Median OS was 15 months (IQR 6–81), and PFS was 9 months (IQR 4–56). Median OS and PFS by lymphoma subtype were: for AITL, 8 months (IQR 5–50) and 8 months (IQR 3–30); for PTCL-NOS, 15 months (IQR 6–90) and 8 months (IQR 4–32); for ALK-negative ALCL, 17 months (IQR 8–83) and 9 months (IQR 4–69); and for ALK-positive ALCL, 32 months (IQR 3–78) and 13 months (IQR 2–63).
Advanced stage (p=0.05), ECOG > 2 (p=0.021), age > 60 years (p=0.042), high-intermediate to high risk IPI score (p=0.034), and PR, progression, or non-evaluable disease (p=0.0001) were associated with increased mortality.
Laboratory parameters associated with poor survival included β2-microglobulin > 2.5 mg/L (p=0.05; OR 2.35, 95% CI 0.96–5.73), albumin < 3.5 g/dL (p=0.0001; OR 4.5, 95% CI 2–10.4), and lymphocyte count < 1000/μL (p=0.047; OR 2.5, 95% CI 0.99–6.6).
Relapsed or refractory (R/R) disease occurred in 35.2% and was associated with worse outcomes (p=0.014); including a 33% mortality rate, mainly due to disease progression (p=0.003). Patients whose response could not be evaluated had the poorest outcomes, with a median OS and PFS of 2 months, and a mortality rate of 43% due to failure to receive or complete induction.

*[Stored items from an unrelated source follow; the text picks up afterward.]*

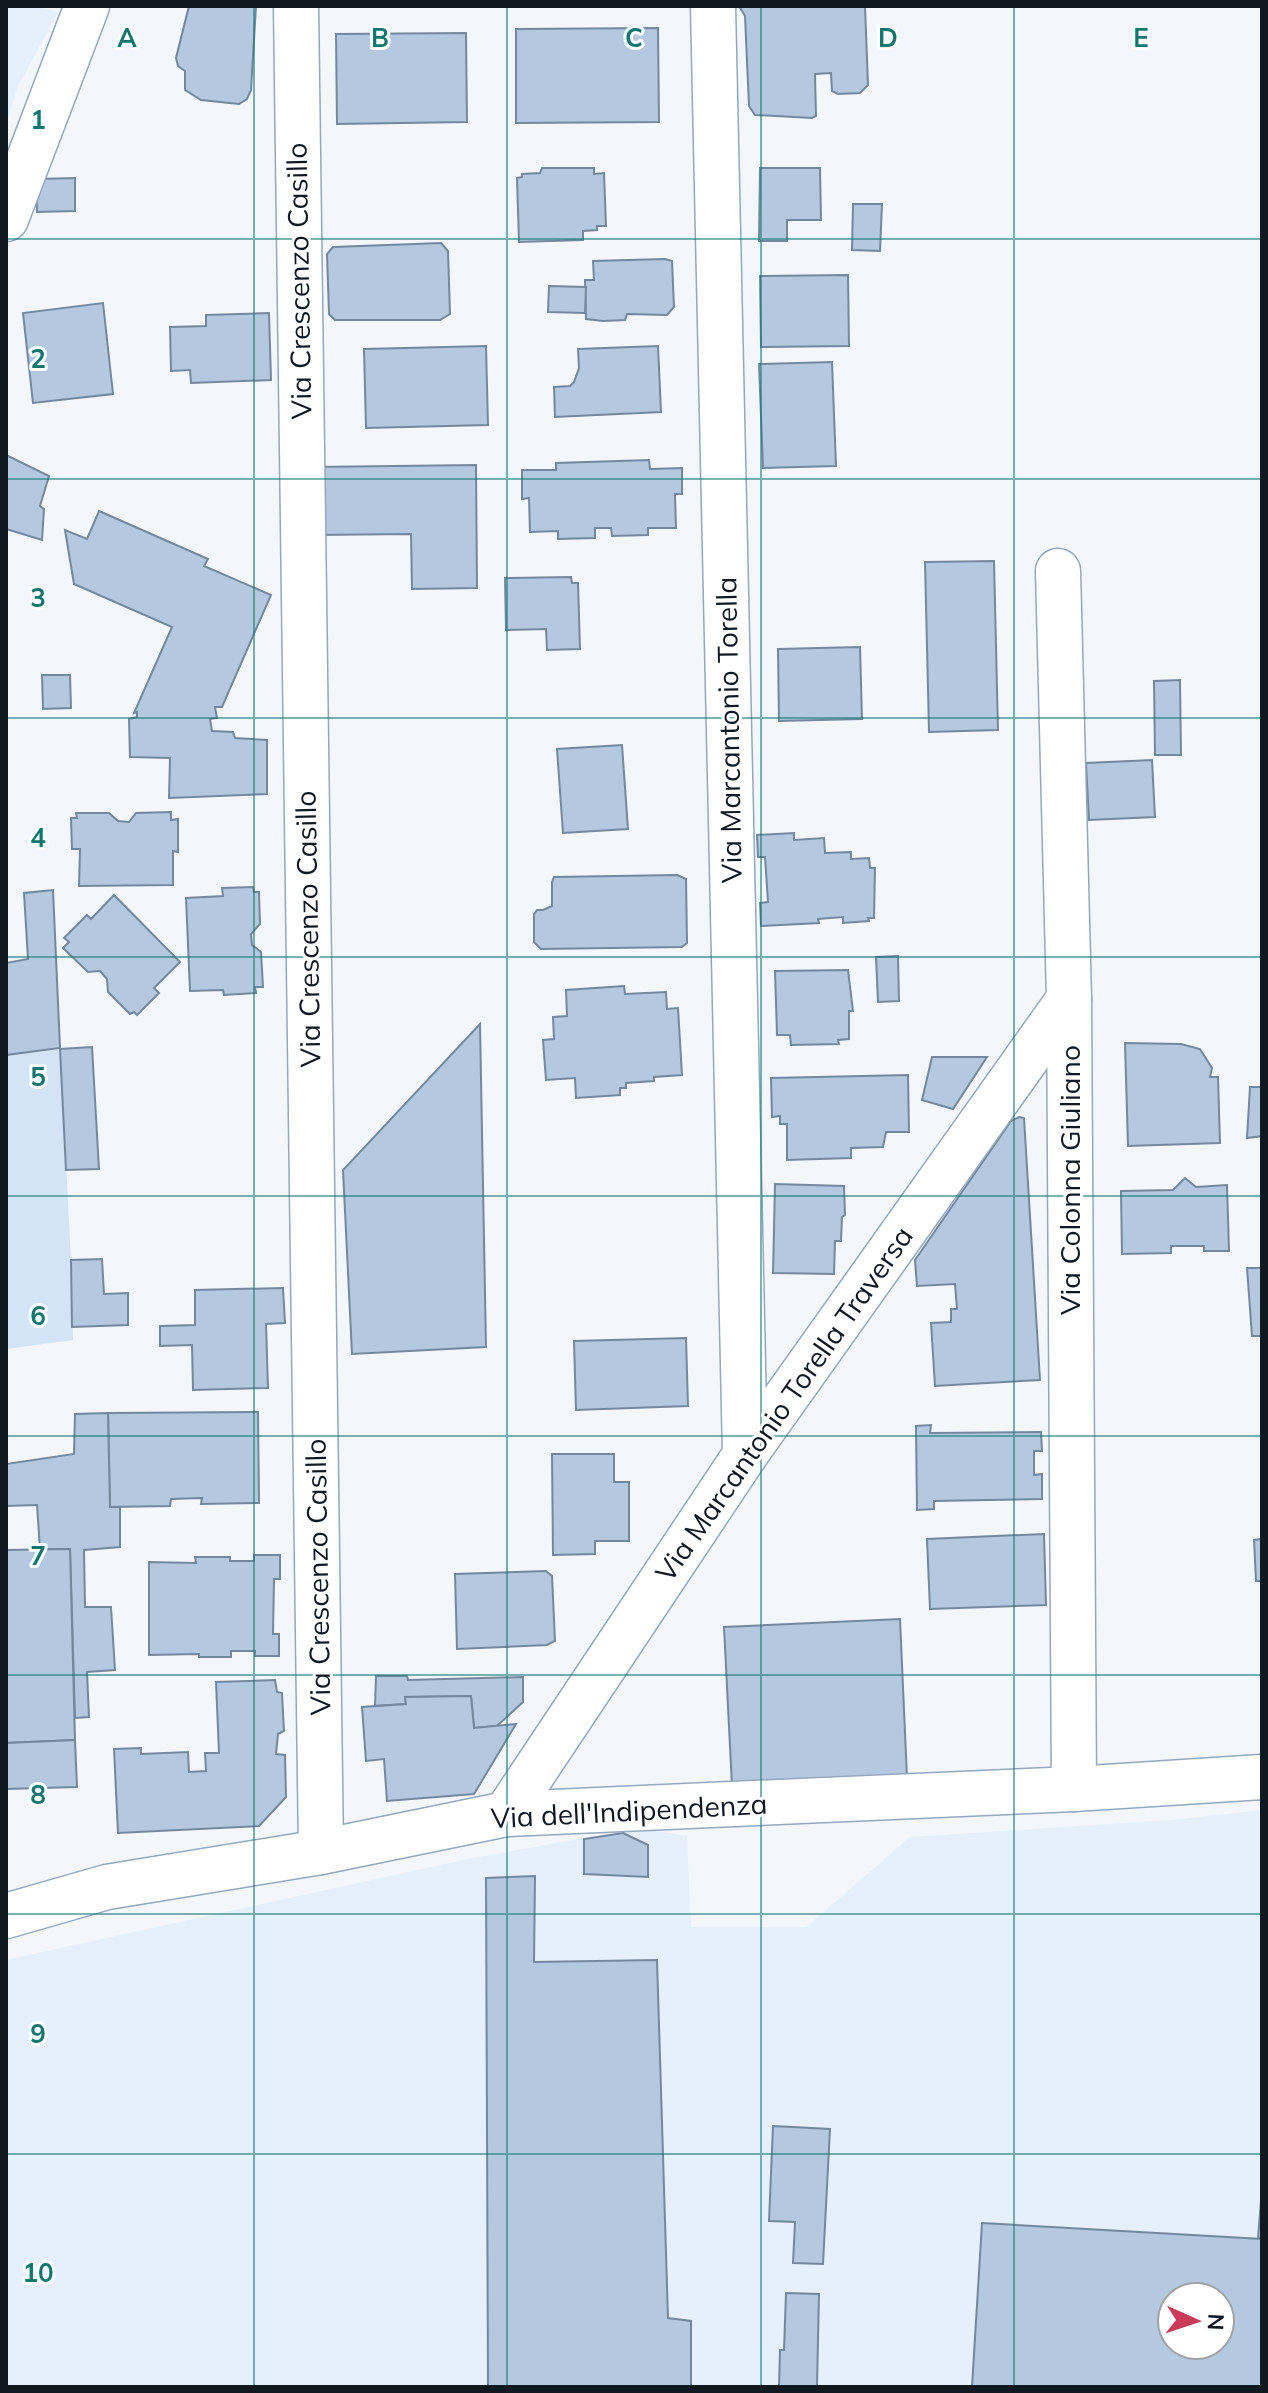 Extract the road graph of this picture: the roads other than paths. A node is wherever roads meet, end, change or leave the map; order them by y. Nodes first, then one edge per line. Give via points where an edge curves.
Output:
1 (87, 6) edge
2 (296, 6) edge
3 (713, 6) edge
4 (6, 219) edge
5 (1058, 571) dead end
6 (1069, 999) junction
7 (745, 1455) junction
8 (1262, 1777) edge
9 (1074, 1789) junction
10 (506, 1814) junction
11 (321, 1852) junction
12 (6, 1916) edge

1 - 4 street
2 - 11 street, Via Crescenzo Casillo
3 - 7 street, Via Marcantonio Torella
5 - 6 street, Via Colonna Giuliano
6 - 7 street, Via Marcantonio Torella Traversa
6 - 9 street, Via Colonna Giuliano
7 - 10 street, Via Marcantonio Torella Traversa
8 - 9 street, Via dell'Indipendenza
9 - 10 street, Via dell'Indipendenza
10 - 11 street, Via dell'Indipendenza
11 - 12 street, Via dell'Indipendenza via 107,1887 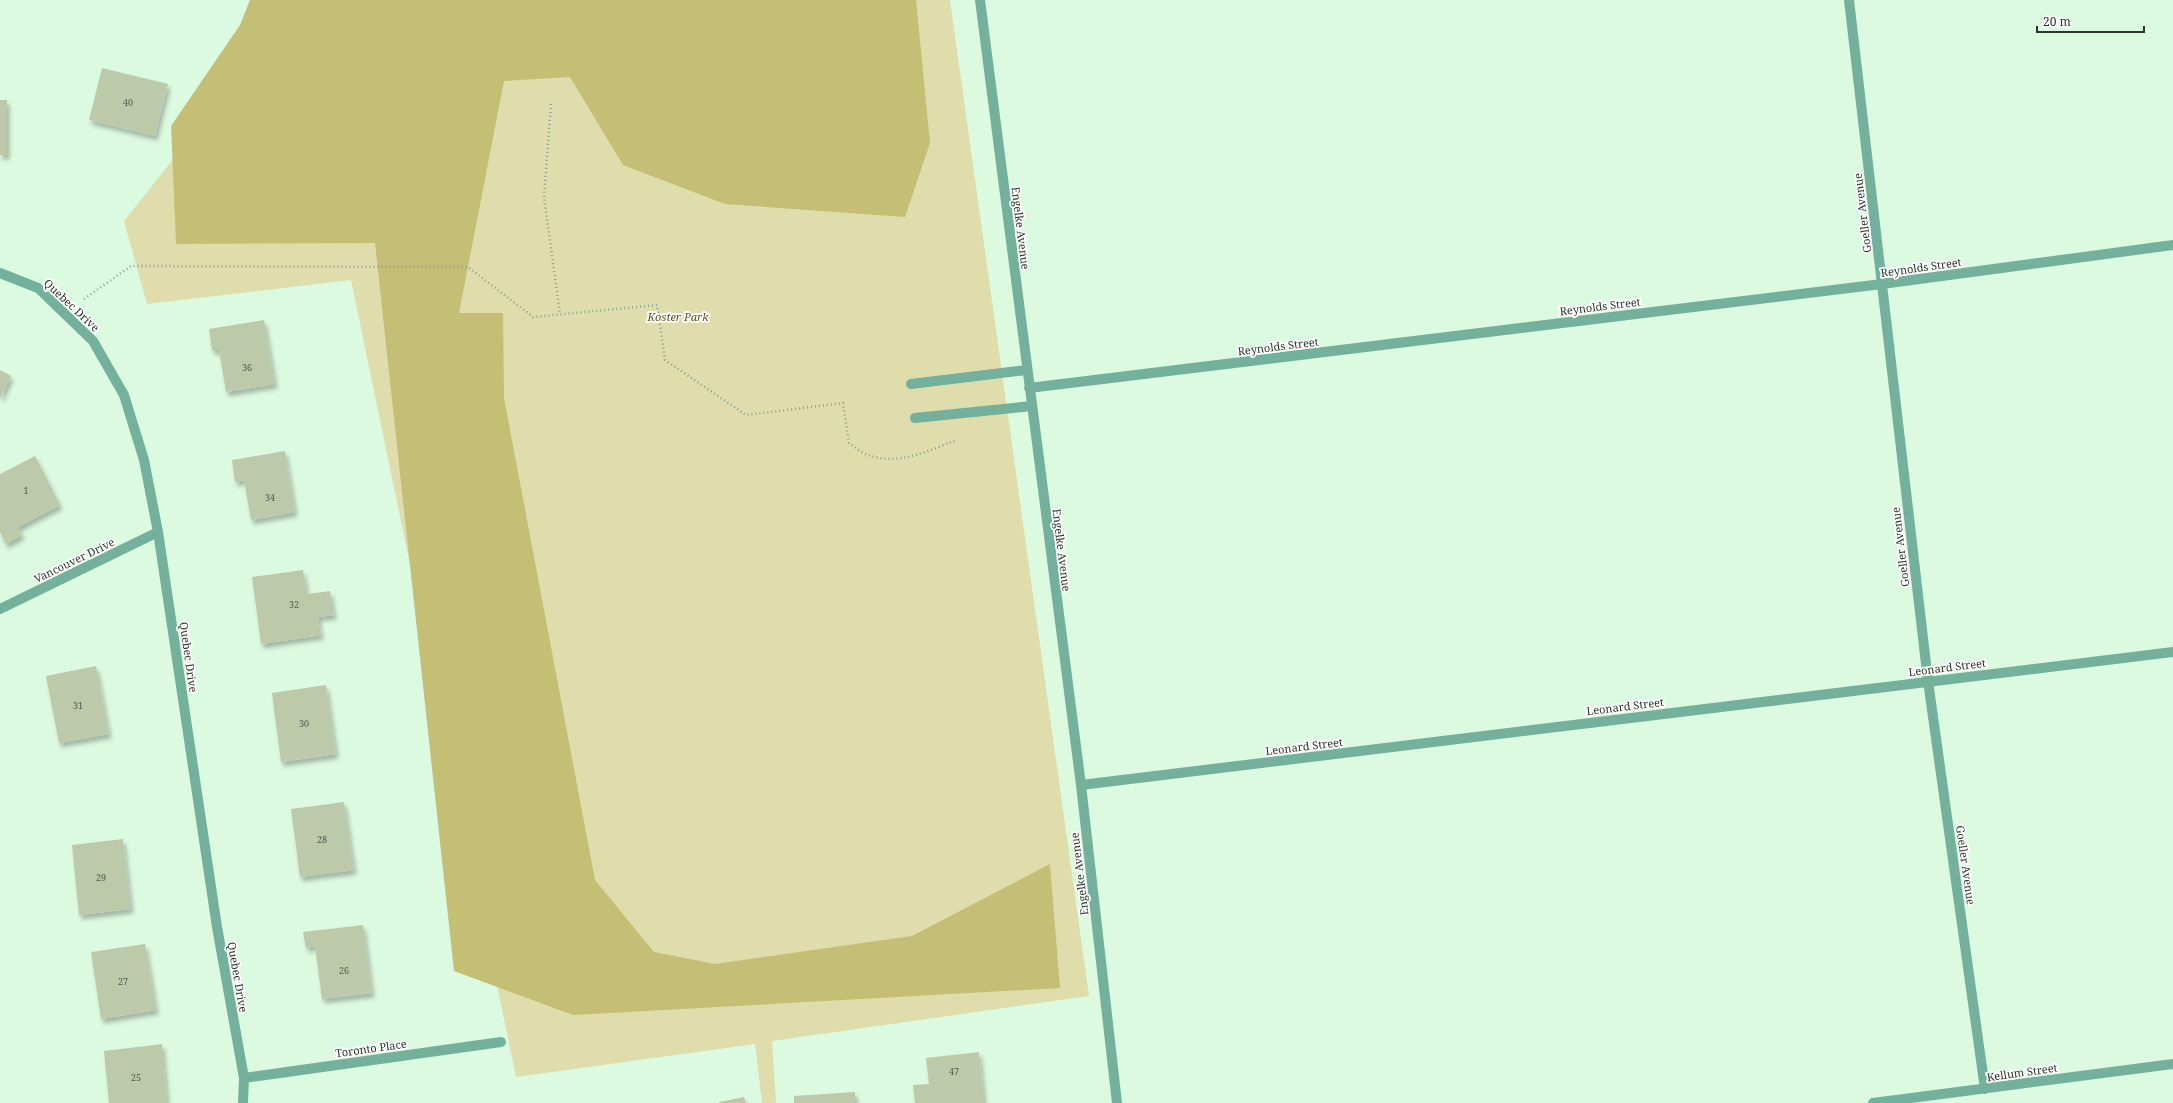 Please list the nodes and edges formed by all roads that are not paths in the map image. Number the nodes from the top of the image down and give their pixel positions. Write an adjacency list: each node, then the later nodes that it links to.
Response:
1 (980, 0): 6 (street, Engelke Avenue)
2 (1849, 0): 5 (street, Goeller Avenue)
3 (2173, 245): 5 (street, Reynolds Street)
4 (0, 273): 11 (street, Quebec Drive)
5 (1882, 284): 8 (street, Reynolds Street); 14 (street, Goeller Avenue)
6 (1027, 370): 7 (street); 8 (street, Engelke Avenue)
7 (911, 384)
8 (1029, 388): 9 (street, Engelke Avenue)
9 (1032, 406): 10 (street); 15 (street, Engelke Avenue)
10 (915, 418)
11 (158, 532): 12 (street, Vancouver Drive); 18 (street, Quebec Drive)
12 (0, 609)
13 (2173, 652): 14 (street, Leonard Street)
14 (1928, 681): 15 (street, Leonard Street); 19 (street, Goeller Avenue)
15 (1081, 785): 21 (street, Engelke Avenue)
16 (501, 1042): 18 (street, Toronto Place)
17 (2173, 1064): 19 (street, Kellum Street)
18 (244, 1078): 20 (street, Quebec Drive)
19 (1985, 1089): 22 (street, Kellum Street)
20 (243, 1103)
21 (1118, 1103)
22 (1873, 1103) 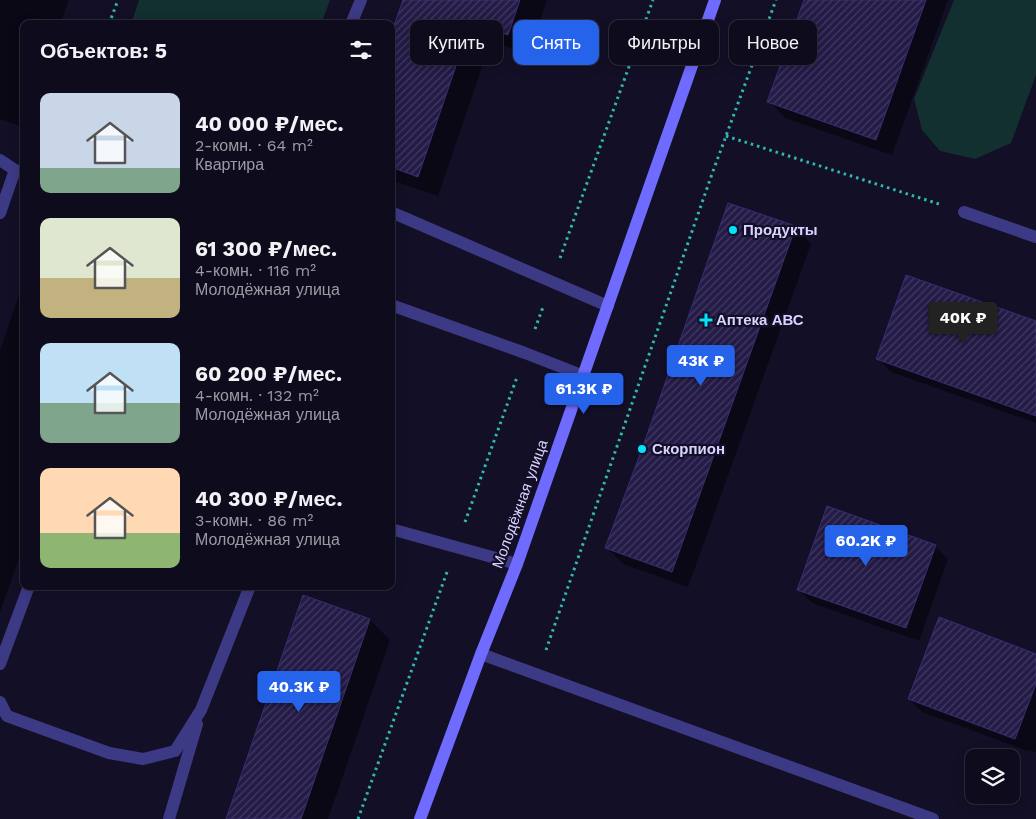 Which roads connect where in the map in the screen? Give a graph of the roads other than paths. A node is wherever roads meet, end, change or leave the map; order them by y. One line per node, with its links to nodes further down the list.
1 (360, 0): 3 (lane)
2 (715, 0): 11 (street, Молодёжная улица)
3 (353, 20)
4 (0, 160): 5 (lane)
5 (20, 171): 7 (lane)
6 (964, 212): 9 (lane)
7 (0, 213)
8 (395, 214): 11 (lane)
9 (1036, 237)
10 (395, 306): 12 (lane)
11 (608, 306): 12 (street, Молодёжная улица)
12 (584, 376): 14 (street, Молодёжная улица)
13 (395, 530): 14 (lane)
14 (516, 564): 17 (street, Молодёжная улица)
15 (28, 590): 18 (lane)
16 (248, 590): 20 (lane)
17 (481, 654): 22 (street, Молодёжная улица); 23 (lane)
18 (0, 664)
19 (0, 702): 20 (lane)
20 (201, 710): 21 (lane)
21 (169, 819)
22 (420, 819)
23 (933, 819)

Clinical and laboratory predictors of relapse or progression included age > 60 years (p=0.0001), bone marrow infiltration (p=0.002), advanced-stage (p=0.037), ECOG > 2 (p=0.007), elevated LDH (p=0.044), β2-microglobulin > 2.5 mg/L (p=0.001), albumin < 3.5 g/dL (p=0.015), lymphopenia < 1000/μL (p=0.09), and thrombocytopenia < 100,000/μL (p=0.0001).
Immunohistochemical markers associated with poor prognosis included positivity for CD3 (p=0.05), CD5 (p=0.001), and EBER (p=0.007), as well as higher Ki-67 expression > 70% (p=0.017). High-intermediate or high risk according to IPI (p=0.0001) and PIT (p=0.001) scores were also associated.
Treatment strategy and response influenced survival (p=0.0001). Patients treated with brentuximab-based therapy had the best OS followed by anthracycline-based regimens, as well as those with CR. Not receiving radiotherapy was associated with bad prognosis (p=0.019).
Conclusion: This study provides one of the largest single-center descriptions of PTCL in Mexico and Latin America, highlighting advanced-stage disease at diagnosis, a third of R/R cases, and the limited access to targeted therapies and HSCT. Response rates and survival outcomes remain poor, particularly for PTCL-NOS and AITL. These findings underscore the urgent need for improved diagnostic and therapeutic access, and risk-adapted therapies to improve survival in this vulnerable population.